Kenya’s Benson Kipruto destroyed the field to win the men’s Boston Marathon on Monday, October 11, while his compatriot Diana Kipyogei won the women’s.
Kipruto injected pace to break the men’s group after the 35km mark and maintained the gap until the finish, charging to the line with a huge 56 second lead for the biggest win of his athletics career.
He timed two hours, 9 minutes and 51 seconds, ahead of Ethiopia’s Lemi Berhanu.
Kipyogei, running in only her third marathon, broke loose at the 30km, and managed to hold off a charging Netsanet Gudeta of Ethiopia for her first major win in two hours, 24 minutes and 45 seconds.
42-year-old Edna Kiplagat also of Kenya impressed in second place in 2:25.09.
Kipruto comes from behind to win
American CJ Albertson made an early breakaway and had led the men's field at halfway by nearly two minutes 13 seconds.
But the chasing pack of around 15 runners closed the gap and passed him at the 32km point.
Kipruto injected pace, breaking the men’s group as he peeled away after 35km, and maintained the gap until the finish.
The 30-year-old, seventh in London last year, confidently pounded the final kilometres of the most hilly and challenging of the world's top marathon's, for his best performance yet.
The Kenyan had previously won the Prague marathon in May 2021.
It was an East African dominated run yet again as Berhanu, the 2016 Boston marathon champion led a string of Ethiopians who occupied the next five positions. Berhanu clocked 2:10:37 ahead of third placed Jemal Yimer 2:10:38
The top American finisher was Collin Bennie in seventh, with a time of 02:11:26 as Albertson came in 10th in 02:11:44.

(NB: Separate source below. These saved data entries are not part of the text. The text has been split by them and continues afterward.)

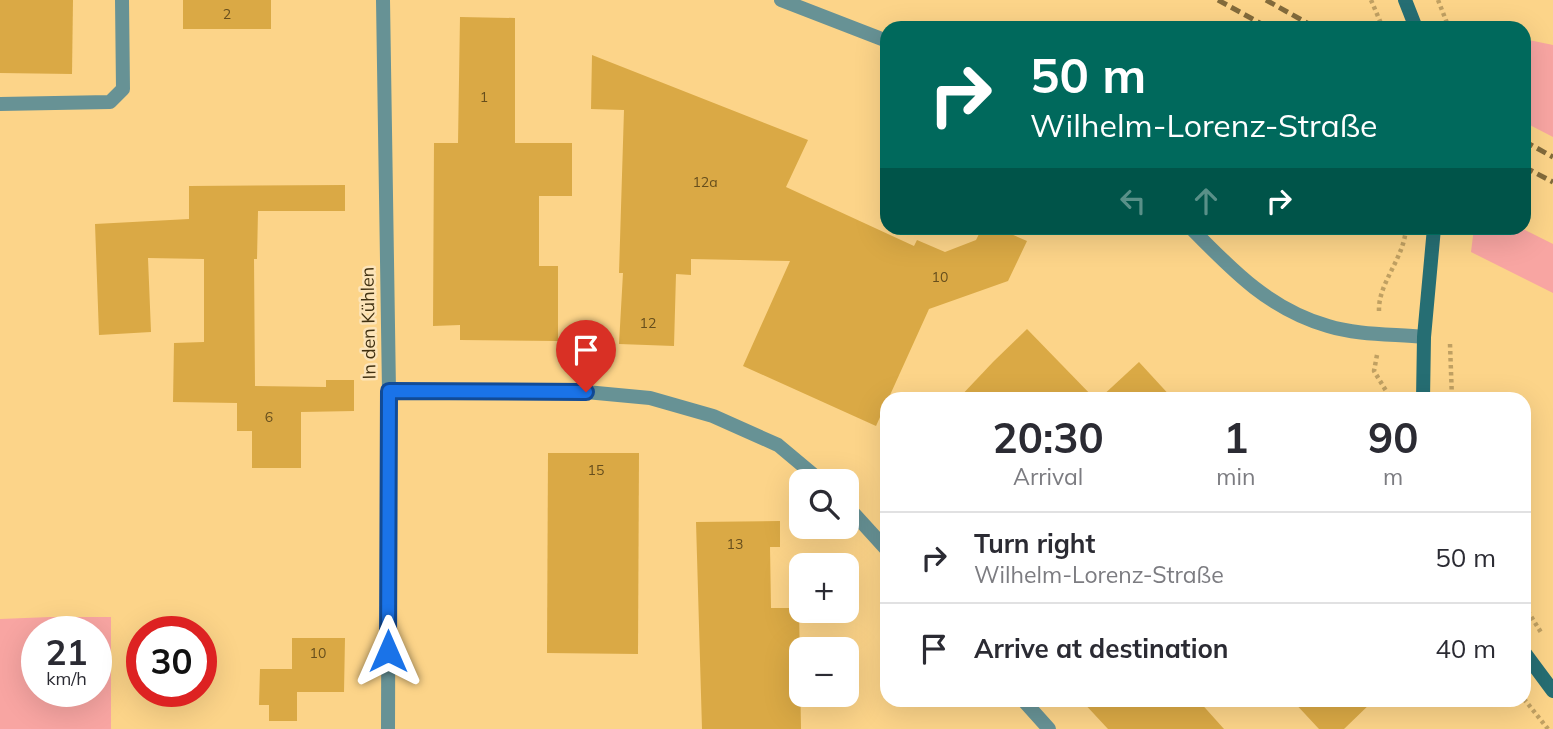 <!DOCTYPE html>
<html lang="en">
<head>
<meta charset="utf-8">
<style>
	body { margin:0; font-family:Mulish,sans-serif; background:#f7f7f7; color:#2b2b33; height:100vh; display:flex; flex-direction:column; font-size:26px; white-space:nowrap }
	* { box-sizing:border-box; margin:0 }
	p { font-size:23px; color:#7c7c81 }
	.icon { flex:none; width:38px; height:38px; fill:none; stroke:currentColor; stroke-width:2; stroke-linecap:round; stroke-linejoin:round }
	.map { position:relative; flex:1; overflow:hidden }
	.drawer { position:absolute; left:880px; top:392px; width:651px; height:315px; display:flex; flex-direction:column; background:#fff; border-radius:21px; box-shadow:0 7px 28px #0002 }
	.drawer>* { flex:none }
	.top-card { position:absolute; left:880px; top:21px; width:651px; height:214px; border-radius:21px; box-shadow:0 7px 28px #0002; background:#00695c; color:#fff; overflow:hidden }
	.buttons { position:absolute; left:789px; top:469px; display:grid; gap:14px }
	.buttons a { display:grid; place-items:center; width:70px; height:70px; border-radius:14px; background:#fff; box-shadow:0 7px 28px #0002; font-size:35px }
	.speed { position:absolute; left:21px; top:616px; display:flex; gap:14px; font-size:35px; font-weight:700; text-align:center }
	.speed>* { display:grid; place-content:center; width:91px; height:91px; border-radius:50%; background:#fff; box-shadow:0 7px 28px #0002; line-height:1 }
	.speed small { font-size:18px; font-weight:400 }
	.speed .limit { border:10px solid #d22; background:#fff; color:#111 }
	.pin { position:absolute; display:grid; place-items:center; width:60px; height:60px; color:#fff; margin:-72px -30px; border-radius:50% 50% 50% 0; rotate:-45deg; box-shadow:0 0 7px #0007 }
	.pin .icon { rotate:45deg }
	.me { position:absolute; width:77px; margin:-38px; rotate:0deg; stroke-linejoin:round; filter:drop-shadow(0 0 5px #0008) }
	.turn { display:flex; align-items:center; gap:24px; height:147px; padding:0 35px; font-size:32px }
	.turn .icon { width:91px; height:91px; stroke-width:2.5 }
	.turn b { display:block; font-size:49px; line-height:60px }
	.lanes { display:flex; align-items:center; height:66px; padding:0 35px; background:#0003; justify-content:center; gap:35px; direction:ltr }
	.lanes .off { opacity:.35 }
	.eta { display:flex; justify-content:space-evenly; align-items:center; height:119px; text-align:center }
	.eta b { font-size:42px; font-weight:700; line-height:49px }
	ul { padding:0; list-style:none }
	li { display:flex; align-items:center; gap:21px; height:91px; padding:0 35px; border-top:2px solid #e1e1e2 }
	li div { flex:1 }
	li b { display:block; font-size:26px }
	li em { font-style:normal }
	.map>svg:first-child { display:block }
	.green { fill:#f8a5a2; fill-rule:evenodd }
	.building { fill:#daa945 }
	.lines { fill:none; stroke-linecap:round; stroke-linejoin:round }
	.path { stroke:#c0a062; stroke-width:4.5; stroke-dasharray:3.5 3.5; stroke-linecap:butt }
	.service { stroke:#679295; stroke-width:14 }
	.minor { stroke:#679295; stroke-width:14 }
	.secondary { stroke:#266e73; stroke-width:14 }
	.rail { stroke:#836b3b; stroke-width:5; stroke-dasharray:10 5; stroke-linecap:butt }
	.route-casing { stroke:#114b97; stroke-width:18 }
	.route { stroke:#1a73e8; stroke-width:12 }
	.labels { text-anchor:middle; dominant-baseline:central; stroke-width:5; stroke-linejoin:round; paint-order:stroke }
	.number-label { font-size:14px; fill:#664e1d }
	.street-label { font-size:18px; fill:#403010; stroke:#fce4b9 }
</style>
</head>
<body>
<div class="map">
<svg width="1553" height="729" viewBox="0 0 1553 729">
	<rect width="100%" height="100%" fill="#fcd489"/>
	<g class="green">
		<polygon points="1524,39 1553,45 1553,137 1524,122"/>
		<polygon points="1474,228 1521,228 1553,244 1553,293 1471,252"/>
		<path d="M50,617H111V729H0V619ZM37,632H96V691H37Z"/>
	</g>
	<g class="building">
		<polygon points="0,0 73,0 72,74 0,73"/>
		<rect x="183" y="0" width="88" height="29"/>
		<polygon points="460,17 515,18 515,143 572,143 572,196 539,196 539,266 558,266 558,341 460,340 460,325 433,326 434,143 458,143"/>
		<polygon points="592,55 808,140 786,187 914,246 917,240 945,252 976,240 982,228 997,228 1027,241 1008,281 929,309 876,426 743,366 790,261 691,259 691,275 676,274 674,346 619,344 623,273 619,273 624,110 591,109"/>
		<polygon points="345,185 345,211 258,211 257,259 254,259 255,386 326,387 326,380 354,380 354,411 301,412 301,468 252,468 252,431 237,431 237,403 173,402 174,343 204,342 204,259 148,258 151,332 99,335 95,224 189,219 189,186"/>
		<polygon points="1027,329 1095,399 958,399 993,362"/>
		<polygon points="1139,362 1173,399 1099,399"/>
		<polygon points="548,453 639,453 638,654 547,653"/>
		<polygon points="780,521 780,547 770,547 771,608 799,608 801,729 702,729 696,522"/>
		<polygon points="292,638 345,638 344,692 297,692 297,721 269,721 269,705 259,705 260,669 292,669"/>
		<polygon points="1081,700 1198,700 1224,729 1108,729"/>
		<polygon points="1292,700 1374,700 1344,729 1319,729"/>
	</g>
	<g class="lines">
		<g class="path">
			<polyline points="1371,0 1383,28"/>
			<polyline points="1438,0 1449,28"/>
			<path d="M1379,311C1378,283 1404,259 1406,228"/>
			<polyline points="1450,344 1452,399"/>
			<polyline points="1377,355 1374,371 1391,399"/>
			<polyline points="1524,605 1542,634"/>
			<polyline points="1524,699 1548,729"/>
		</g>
		<polyline class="service" points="0,104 110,102 123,89 122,0"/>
		<g class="minor">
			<polyline points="383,0 389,391 388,729"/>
			<polyline points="781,0 887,41"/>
			<path d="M1191,228C1232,270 1269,309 1328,326C1357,335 1393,334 1424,337"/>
			<polyline points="389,391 586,392 650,398 713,416 778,445 821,481"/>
			<polyline points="847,506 887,550"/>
			<polyline points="1023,700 1049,729"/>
		</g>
		<g class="secondary">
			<polyline points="1405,0 1416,28"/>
			<polyline points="1423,399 1424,337 1434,228"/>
			<polyline points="1524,652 1553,691"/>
		</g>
		<g class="rail">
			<polyline points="1218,0 1269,28"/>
			<polyline points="1266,0 1316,28"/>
			<polyline points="1524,141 1553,157"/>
			<polyline points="1524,167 1553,182"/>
		</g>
	</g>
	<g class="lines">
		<g class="route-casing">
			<polyline id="route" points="388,651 389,391 586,392"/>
		</g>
		<use href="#route" class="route"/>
	</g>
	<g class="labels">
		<g class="number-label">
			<text x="227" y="14">2</text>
			<text x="484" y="97">1</text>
			<text x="705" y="182">12a</text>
			<text x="940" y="277">10</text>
			<text x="648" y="323">12</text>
			<text x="269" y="417">6</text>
			<text x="596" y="470">15</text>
			<text x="735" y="544">13</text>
			<text x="318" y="653">10</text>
		</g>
		<g class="street-label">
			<text transform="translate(368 323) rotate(-91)">In den Kühlen</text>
		</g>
	</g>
</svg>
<div class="buttons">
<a><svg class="icon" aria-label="search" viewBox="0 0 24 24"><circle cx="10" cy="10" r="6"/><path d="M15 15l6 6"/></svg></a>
<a>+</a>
<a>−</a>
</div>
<div class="speed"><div>21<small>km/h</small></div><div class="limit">30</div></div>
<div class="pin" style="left:586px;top:392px;background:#d93025"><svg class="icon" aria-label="arrive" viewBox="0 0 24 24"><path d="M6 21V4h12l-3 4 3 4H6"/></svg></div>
<svg class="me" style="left:388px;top:651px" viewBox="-20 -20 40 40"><path d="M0-17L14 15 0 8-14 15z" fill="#1a73e8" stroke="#fff" stroke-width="4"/></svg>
<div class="top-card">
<div class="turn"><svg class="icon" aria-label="right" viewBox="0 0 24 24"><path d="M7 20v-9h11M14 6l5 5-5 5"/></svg><div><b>50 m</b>Wilhelm-Lorenz-Straße</div></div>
<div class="lanes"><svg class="icon off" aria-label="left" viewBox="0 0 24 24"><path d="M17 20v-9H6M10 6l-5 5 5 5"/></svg><svg class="icon off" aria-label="ahead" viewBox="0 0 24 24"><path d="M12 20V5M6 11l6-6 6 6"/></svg><svg class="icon" aria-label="right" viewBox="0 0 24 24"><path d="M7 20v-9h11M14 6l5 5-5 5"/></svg></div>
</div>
<section class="drawer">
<div class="eta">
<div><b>20:30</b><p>Arrival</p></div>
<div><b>1</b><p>min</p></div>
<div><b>90</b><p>m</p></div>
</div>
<ul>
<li><svg class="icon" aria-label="right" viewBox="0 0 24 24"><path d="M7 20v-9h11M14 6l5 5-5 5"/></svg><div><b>Turn right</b><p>Wilhelm-Lorenz-Straße</p></div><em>50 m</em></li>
<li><svg class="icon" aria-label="arrive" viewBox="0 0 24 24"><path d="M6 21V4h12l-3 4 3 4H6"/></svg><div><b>Arrive at destination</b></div><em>40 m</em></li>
</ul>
</section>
</div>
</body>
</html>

Kipyogei leads Kenyan surge
It was a brilliant day of marathon racing in the streets of Boston for Kenyans in the women's event, with Kipyogei making the decisive move that broke a lead pack that had stuck together up to the 30km mark.
Her early kick paid off, as she managed to brush off a strong charge from Gudeta with about seven kilometres of running remaining.
The 27-year-old Kenyan surged ahead to finish a comfortable 24 seconds of second placed Kiplagat, who was aiming for her second Boston title after winning in 2017.
Kiplagat strongly crossed the line in 2:25:09 ahead of compatriots Mary Ngugi (2:25.20) in third, and Monicah Ngige in fourth (2:25:32).
The best placed American in the women was Nell Rojas in sixth position in 2:27:12.